In “An Open Letter to the New York State Education Department from the Moetzes Gedolei HaTorah of America and The Vaad Roshei Yeshivah of Torah Umesorah,” issued just after the vote on Tuesday, a large swathe of leaders came together to present a unified viewpoint from the yeshiva community and its educational institutions. “As religious Jews, we seek above all else to raise our families in the traditions of our faith. We all stand as one! Our people have sacrificed so much over the millennia to preserve the institution of the yeshiva—the foundation of our faith.
“We cannot relinquish control of the yeshivas that are the essence of our people. We cannot surrender control of our curricula. We cannot abandon to others the selection of our teaching staff. Our religious requirements have not been adequately addressed. Our rabbinic leadership has not been properly heard. Our 300,000 pleas of our communities have not been given the attention they deserve. Our people simply cannot abandon our religious values. With the help of God we will not permit it to happen.”

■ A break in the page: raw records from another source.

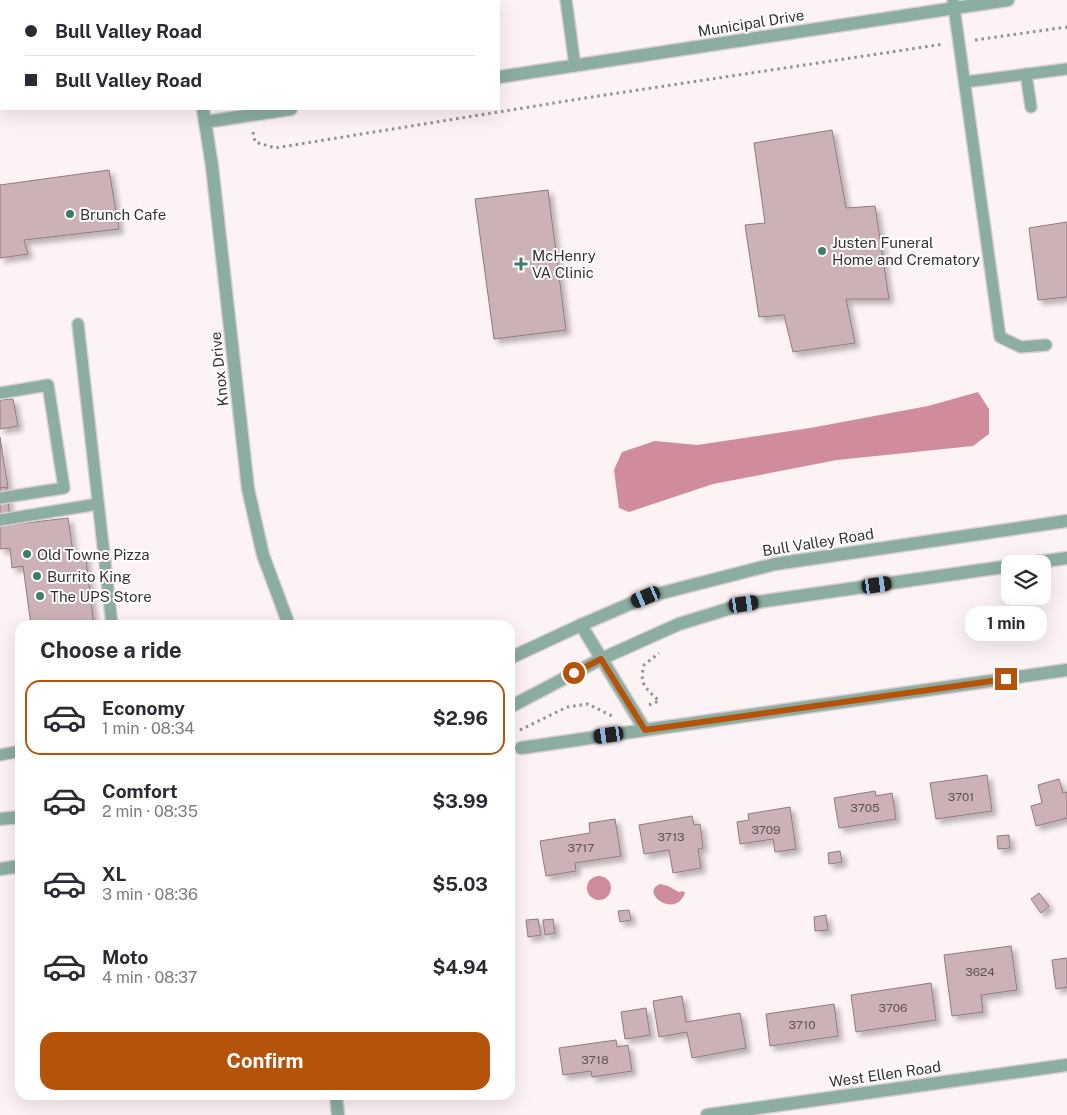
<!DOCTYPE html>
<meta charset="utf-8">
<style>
body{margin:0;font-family:"Public Sans",sans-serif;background:#f7f7f7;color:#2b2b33;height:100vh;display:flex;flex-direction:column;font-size:19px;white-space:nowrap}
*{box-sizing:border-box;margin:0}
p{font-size:16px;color:#7c7c81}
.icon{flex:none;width:28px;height:28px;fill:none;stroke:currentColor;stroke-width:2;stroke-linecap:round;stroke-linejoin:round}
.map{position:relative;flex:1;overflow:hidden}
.side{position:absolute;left:15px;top:620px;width:500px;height:480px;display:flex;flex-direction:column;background:#fff;border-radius:15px;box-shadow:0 5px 20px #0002}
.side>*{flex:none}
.hud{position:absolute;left:0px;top:0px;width:500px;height:110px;box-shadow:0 5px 20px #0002;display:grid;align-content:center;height:110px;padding:0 25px;background:#fff}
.fabs{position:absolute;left:1001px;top:555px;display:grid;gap:10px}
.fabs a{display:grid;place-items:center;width:50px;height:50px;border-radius:10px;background:#fff;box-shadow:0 5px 20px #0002;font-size:25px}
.end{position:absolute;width:22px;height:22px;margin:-11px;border:6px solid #b45309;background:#fff;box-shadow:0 0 0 2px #fff}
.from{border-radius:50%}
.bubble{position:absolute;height:35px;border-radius:15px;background:#fff;box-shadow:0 5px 20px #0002;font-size:16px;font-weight:700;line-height:35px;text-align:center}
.car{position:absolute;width:15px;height:30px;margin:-15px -8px;border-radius:6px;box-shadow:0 0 4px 1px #0007;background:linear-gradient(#222 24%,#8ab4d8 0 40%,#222 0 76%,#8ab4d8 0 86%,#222 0)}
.hud b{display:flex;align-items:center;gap:18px;height:48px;font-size:19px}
.hud b+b{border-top:1px solid #e1e1e2}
.hud i{width:12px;height:12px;background:#2b2b33}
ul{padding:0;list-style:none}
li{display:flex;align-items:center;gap:15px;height:75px;margin:0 10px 8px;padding:0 15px;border:2px solid transparent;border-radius:15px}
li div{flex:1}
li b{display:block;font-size:19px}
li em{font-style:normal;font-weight:700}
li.selected{border-color:#b45309}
li>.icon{width:45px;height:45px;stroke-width:1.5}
h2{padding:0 25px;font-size:22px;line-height:60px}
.cta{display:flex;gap:10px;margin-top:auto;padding:10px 25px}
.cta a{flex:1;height:58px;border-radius:15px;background:#b45309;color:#fff;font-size:20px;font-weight:700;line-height:58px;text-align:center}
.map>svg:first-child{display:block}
.water{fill:#d18c9c}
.building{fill:#ccb2b7;stroke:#91797e;filter:url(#shadow)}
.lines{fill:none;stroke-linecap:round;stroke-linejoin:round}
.service-casing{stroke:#dacfd1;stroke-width:14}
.minor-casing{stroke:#dacfd1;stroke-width:15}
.tertiary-casing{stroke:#dacfd1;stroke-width:15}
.path{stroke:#988e90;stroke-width:3;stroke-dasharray:2.5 4;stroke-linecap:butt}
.service{stroke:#8cada1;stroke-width:11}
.minor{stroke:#8cada1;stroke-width:12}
.tertiary{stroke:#8cada1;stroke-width:12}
.route{stroke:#b45309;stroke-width:6}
.poi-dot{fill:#3e7d6a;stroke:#fff;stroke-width:2}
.labels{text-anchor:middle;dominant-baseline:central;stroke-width:4;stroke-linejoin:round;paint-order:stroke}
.number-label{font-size:12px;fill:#5f5154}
.street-label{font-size:15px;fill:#3b3133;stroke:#fff}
.poi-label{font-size:15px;fill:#3b3133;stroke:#fff;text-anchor:start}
</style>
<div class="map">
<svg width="1067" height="1115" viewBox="0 0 1067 1115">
<defs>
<filter id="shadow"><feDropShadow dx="4.5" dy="4.5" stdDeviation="2.5" flood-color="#0004"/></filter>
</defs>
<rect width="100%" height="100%" fill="#fdf2f4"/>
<!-- water -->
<g class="water">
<path d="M978,392L989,409V434L973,446L837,460L713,484L629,512L619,508L614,470L622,452L655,441L697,445L810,428L928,406Z"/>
<circle cx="599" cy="888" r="12"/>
<path d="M660,884L668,886L679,892L683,891L685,893C675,920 639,892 660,884Z"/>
</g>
<!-- building -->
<g class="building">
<path d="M832,130L846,208L875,206L889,299H846L855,343L793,352L784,315L759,317L745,225L765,223L754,143Z"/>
<path d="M109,170L119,229L24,240L28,254L0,258V185Z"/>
<path d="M548,190L566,330L494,339L475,199Z"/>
<path d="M1067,222V297L1038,300L1029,228Z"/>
<path d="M13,399L18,426L0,429V400Z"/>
<path d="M0,437L8,488H0Z"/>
<path d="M6,487L11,524L0,526V488Z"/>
<path d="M68,518L73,553L85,552L94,625H31L23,566L12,568L10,548L0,549V526Z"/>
<path d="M987,775L992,811L936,819L930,783Z"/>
<path d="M1059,779L1063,793L1067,792V818L1036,826L1031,806L1042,803L1038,785Z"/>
<path d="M875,791L876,796L892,793L896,819L839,828L834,798Z"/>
<path d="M790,807L796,849L775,852L773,839L740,844L737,822L749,820L748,814Z"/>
<path d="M692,816L694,825L700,824L703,848L698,849L701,868L673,873L669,850L644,854L639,825Z"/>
<path d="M615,819L621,856L575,863L576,871L546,876L540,841L590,833L589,823Z"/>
<path d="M1009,835L1010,848L998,849L997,836Z"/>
<path d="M840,851L842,862L829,864L828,853Z"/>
<path d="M1039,893L1049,906L1041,913L1031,899Z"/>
<path d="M629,910L631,920L620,922L618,911Z"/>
<path d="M826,915L828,930L815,931L814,917Z"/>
<path d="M538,919L541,935L528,937L526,920Z"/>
<path d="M553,919L555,933L545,935L543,920Z"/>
<path d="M1011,946L1017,990L981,995L983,1012L952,1016L944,955Z"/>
<path d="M1067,958V987L1056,989L1052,960Z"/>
<path d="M931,983L936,1020L856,1032L851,995Z"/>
<path d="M682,996L686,1022L740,1013L746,1048L692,1058L687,1032L659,1037L653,1001Z"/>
<path d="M834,1004L838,1036L770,1046L766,1014Z"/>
<path d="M646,1008L650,1035L625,1039L621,1012Z"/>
<path d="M616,1040L617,1047L628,1045L632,1071L592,1077L591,1071L563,1075L559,1048Z"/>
</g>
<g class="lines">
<!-- service casing -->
<g class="service-casing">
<g id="service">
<path d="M566,0L575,66"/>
<path d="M953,0L1000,337L1021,347L1046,345"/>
<path d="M1026,74L1031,107"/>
<path d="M965,82L1067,69"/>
<path d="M78,324L112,625"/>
<path d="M0,393L48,385L64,488L0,498"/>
<path d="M0,520L98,504"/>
<path d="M0,755L20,751"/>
</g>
</g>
<!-- minor casing -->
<g class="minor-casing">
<g id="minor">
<path d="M178,0L179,1"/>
<path d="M499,77L1008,0"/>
<path d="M203,109L212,166L248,489L263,555L289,625"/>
<path d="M205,122L291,109"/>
<path d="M581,625L645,730L1067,670"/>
<path d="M521,748L645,730"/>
<path d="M336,1095L338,1115"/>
<path d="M707,1115L1067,1065"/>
</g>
</g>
<!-- tertiary casing -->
<g class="tertiary-casing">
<g id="tertiary">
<path d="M1024,564L1067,558"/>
<path d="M510,658L581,625L646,597L775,564L1067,521"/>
<path d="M510,707L601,659L679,624L744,604L1010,566"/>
<path d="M0,819L20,817"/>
<path d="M0,869L20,866"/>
</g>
</g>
<!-- path -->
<g class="path">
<path d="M210,0V1"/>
<path d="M975,40L1067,27"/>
<path d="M253,132L255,142L275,148L585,98L944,44"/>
<path d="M649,705L659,701C645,687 639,685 644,665L659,653"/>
<path d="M520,730L567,707L588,704L612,716H615"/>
</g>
<!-- service -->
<use href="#service" class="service"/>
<!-- minor -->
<use href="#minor" class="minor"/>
<!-- tertiary -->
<use href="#tertiary" class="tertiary"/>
</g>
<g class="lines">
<!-- route -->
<path class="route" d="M574,673L601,659L645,730L1006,679"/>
</g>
<!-- markers -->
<g class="poi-dot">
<circle cx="70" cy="214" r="5"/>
<circle cx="822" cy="251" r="5"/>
<path d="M518.5 256.5h5v5h5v5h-5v5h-5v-5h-5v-5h5z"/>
<circle cx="27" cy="554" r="5"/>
<circle cx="37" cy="576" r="5"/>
<circle cx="40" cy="596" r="5"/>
</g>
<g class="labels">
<!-- number labels -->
<g class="number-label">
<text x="961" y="797">3701</text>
<text x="865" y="808">3705</text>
<text x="766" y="830">3709</text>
<text x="671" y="837">3713</text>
<text x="581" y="848">3717</text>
<text x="980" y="972">3624</text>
<text x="893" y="1008">3706</text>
<text x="802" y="1025">3710</text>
<text x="595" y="1060">3718</text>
</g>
<!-- street labels -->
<g class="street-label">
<text transform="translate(751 23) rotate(-9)">Municipal Drive</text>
<text transform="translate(219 369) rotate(-96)">Knox Drive</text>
<text transform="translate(818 542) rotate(-9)">Bull Valley Road</text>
<text transform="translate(885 1074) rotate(-8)">West Ellen Road</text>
</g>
<!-- poi labels -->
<g class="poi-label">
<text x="80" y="214">Brunch Cafe</text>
<text x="832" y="242">Justen Funeral<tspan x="832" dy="17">Home and Crematory</tspan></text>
<text x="532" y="255">McHenry<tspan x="532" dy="17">VA Clinic</tspan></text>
<text x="37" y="554">Old Towne Pizza</text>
<text x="47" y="576">Burrito King</text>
<text x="50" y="596">The UPS Store</text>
</g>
</g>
</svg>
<div class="fabs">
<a><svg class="icon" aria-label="layers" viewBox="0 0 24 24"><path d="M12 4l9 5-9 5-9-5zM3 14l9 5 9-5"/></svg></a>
</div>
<i class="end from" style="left:574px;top:673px"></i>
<i class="end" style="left:1006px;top:679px"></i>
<div class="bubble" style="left:965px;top:606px;width:82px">1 min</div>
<i class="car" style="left:877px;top:585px;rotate:82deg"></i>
<i class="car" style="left:646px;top:597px;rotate:247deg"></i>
<i class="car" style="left:744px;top:604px;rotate:82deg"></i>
<i class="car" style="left:609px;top:735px;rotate:262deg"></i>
<div class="hud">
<b><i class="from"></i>Bull Valley Road</b>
<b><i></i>Bull Valley Road</b>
</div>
<section class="side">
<h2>Choose a ride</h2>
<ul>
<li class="selected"><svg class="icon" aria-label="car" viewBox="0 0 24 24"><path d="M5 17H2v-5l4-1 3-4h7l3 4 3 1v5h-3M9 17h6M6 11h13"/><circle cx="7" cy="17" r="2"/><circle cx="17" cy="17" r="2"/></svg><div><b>Economy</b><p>1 min · 08:34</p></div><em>$2.96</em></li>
<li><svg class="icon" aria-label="car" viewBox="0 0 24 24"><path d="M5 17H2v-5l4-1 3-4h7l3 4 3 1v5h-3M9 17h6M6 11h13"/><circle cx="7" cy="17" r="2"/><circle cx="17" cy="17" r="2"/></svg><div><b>Comfort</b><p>2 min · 08:35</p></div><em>$3.99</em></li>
<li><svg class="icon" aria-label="car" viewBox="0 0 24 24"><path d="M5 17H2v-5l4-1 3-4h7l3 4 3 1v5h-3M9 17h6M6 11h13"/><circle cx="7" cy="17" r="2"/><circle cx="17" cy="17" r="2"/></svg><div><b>XL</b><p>3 min · 08:36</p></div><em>$5.03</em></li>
<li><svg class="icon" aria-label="car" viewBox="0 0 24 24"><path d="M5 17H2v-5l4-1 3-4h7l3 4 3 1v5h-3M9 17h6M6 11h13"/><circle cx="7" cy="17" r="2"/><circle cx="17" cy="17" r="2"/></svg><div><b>Moto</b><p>4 min · 08:37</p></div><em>$4.94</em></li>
</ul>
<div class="cta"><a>Confirm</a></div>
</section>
</div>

New York Congressman and Republican gubernatorial candidate Lee Zeldin spoke to Yeshiva World News outside the Vizhnitz Yeshiva in Monsey on Tuesday. “We had an opportunity here for so many in state government to be able to speak up and defend everything that’s great about a yeshiva education. But unfortunately, too many people were silent. Governor Hochul was one of them. It’s important when you’re the governor of the state of New York to speak up for what is right,” he said. Zeldin added that bureaucrats in Albany are ignoring that “inside of these yeshivas, we have young kids who are receiving an education that is promoting values of service, of family, boys and girls living law-abiding lives.”
Regent Susan Mittler told The Jewish Link on Monday that the board has to look at the issue from a different lens than just the Haredi community, which has protested the new rules and regulations. On Monday, a group of more than 100 members of the chasidic community from Brooklyn as well as Orange and Rockland counties rallied for three hours in Albany, taking over an armory and making speeches in Yiddish. One organizer from Monroe told The Jewish Link this policy would destroy the insular aspect of their kehillah for their children. He said the community does not want their children mixing with the secular community physically, emotionally or intellectually.
“We are trying to obviously adhere to the law but also create some flexibility around that as well,” New York State Commissioner of Education Betty Rosa said Monday.
Agudath Israel may be ready to take this decision to court in an attempt to get the ruling reversed or lessened. “The specter of the government overriding the will of parents and dictating how and what we teach in our private, religious schools is frightening,” said Agudah’s Zweibel. “We also note the regulation’s inclusion of several alternate pathways described in the regulations, which provide avenues for private schools to be deemed equivalent and avoid the need for intrusive and subjective local authority inspections.
“We have opposed government intrusion in our schools many times, and fought prior incarnations of the regulations in court, in Albany and together with the broader Orthodox community and many others as part of the first and second public-comment periods. We will continue to fight on behalf of our community to protect the autonomy of private, religious schools, as needed,” said Zweibel.